Exercise details → The response must be a precise copy of the records that follow.

Exercise input →
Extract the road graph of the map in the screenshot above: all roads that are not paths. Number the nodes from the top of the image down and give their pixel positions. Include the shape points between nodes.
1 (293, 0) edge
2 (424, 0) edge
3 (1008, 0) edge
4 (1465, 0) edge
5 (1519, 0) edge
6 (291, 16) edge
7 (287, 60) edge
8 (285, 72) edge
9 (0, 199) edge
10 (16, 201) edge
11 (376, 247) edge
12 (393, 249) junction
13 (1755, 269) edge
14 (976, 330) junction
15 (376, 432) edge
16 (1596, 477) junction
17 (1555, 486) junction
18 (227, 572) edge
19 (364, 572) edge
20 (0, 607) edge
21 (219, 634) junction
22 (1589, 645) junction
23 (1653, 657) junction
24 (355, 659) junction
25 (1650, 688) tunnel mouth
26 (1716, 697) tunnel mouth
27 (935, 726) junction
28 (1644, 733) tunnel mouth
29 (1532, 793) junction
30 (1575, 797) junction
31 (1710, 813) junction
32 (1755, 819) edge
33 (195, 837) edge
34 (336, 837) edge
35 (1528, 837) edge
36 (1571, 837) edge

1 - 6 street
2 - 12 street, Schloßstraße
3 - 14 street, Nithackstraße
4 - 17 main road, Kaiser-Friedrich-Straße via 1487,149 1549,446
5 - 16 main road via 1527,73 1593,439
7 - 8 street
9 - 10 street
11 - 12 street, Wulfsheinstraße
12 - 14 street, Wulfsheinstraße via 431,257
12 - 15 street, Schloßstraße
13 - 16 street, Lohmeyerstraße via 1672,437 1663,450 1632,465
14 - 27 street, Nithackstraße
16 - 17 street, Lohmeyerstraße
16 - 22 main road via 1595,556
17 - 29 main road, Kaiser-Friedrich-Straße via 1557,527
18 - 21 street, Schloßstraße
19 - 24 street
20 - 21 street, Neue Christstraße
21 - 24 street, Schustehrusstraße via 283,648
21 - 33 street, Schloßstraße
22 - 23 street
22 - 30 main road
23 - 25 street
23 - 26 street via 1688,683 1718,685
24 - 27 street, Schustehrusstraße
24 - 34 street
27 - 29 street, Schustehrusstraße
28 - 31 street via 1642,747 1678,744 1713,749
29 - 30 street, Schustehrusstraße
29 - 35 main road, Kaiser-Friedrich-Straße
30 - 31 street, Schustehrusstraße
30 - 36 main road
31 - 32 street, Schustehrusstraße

Solution →
Extract the road graph of the map in the screenshot above: all roads that are not paths. Number the nodes from the top of the image down and give their pixel positions. Include the shape points between nodes.
1 (293, 0) edge
2 (424, 0) edge
3 (1008, 0) edge
4 (1465, 0) edge
5 (1519, 0) edge
6 (291, 16) edge
7 (287, 60) edge
8 (285, 72) edge
9 (0, 199) edge
10 (16, 201) edge
11 (376, 247) edge
12 (393, 249) junction
13 (1755, 269) edge
14 (976, 330) junction
15 (376, 432) edge
16 (1596, 477) junction
17 (1555, 486) junction
18 (227, 572) edge
19 (364, 572) edge
20 (0, 607) edge
21 (219, 634) junction
22 (1589, 645) junction
23 (1653, 657) junction
24 (355, 659) junction
25 (1650, 688) tunnel mouth
26 (1716, 697) tunnel mouth
27 (935, 726) junction
28 (1644, 733) tunnel mouth
29 (1532, 793) junction
30 (1575, 797) junction
31 (1710, 813) junction
32 (1755, 819) edge
33 (195, 837) edge
34 (336, 837) edge
35 (1528, 837) edge
36 (1571, 837) edge

1 - 6 street
2 - 12 street, Schloßstraße
3 - 14 street, Nithackstraße
4 - 17 main road, Kaiser-Friedrich-Straße via 1487,149 1549,446
5 - 16 main road via 1527,73 1593,439
7 - 8 street
9 - 10 street
11 - 12 street, Wulfsheinstraße
12 - 14 street, Wulfsheinstraße via 431,257
12 - 15 street, Schloßstraße
13 - 16 street, Lohmeyerstraße via 1672,437 1663,450 1632,465
14 - 27 street, Nithackstraße
16 - 17 street, Lohmeyerstraße
16 - 22 main road via 1595,556
17 - 29 main road, Kaiser-Friedrich-Straße via 1557,527
18 - 21 street, Schloßstraße
19 - 24 street
20 - 21 street, Neue Christstraße
21 - 24 street, Schustehrusstraße via 283,648
21 - 33 street, Schloßstraße
22 - 23 street
22 - 30 main road
23 - 25 street
23 - 26 street via 1688,683 1718,685
24 - 27 street, Schustehrusstraße
24 - 34 street
27 - 29 street, Schustehrusstraße
28 - 31 street via 1642,747 1678,744 1713,749
29 - 30 street, Schustehrusstraße
29 - 35 main road, Kaiser-Friedrich-Straße
30 - 31 street, Schustehrusstraße
30 - 36 main road
31 - 32 street, Schustehrusstraße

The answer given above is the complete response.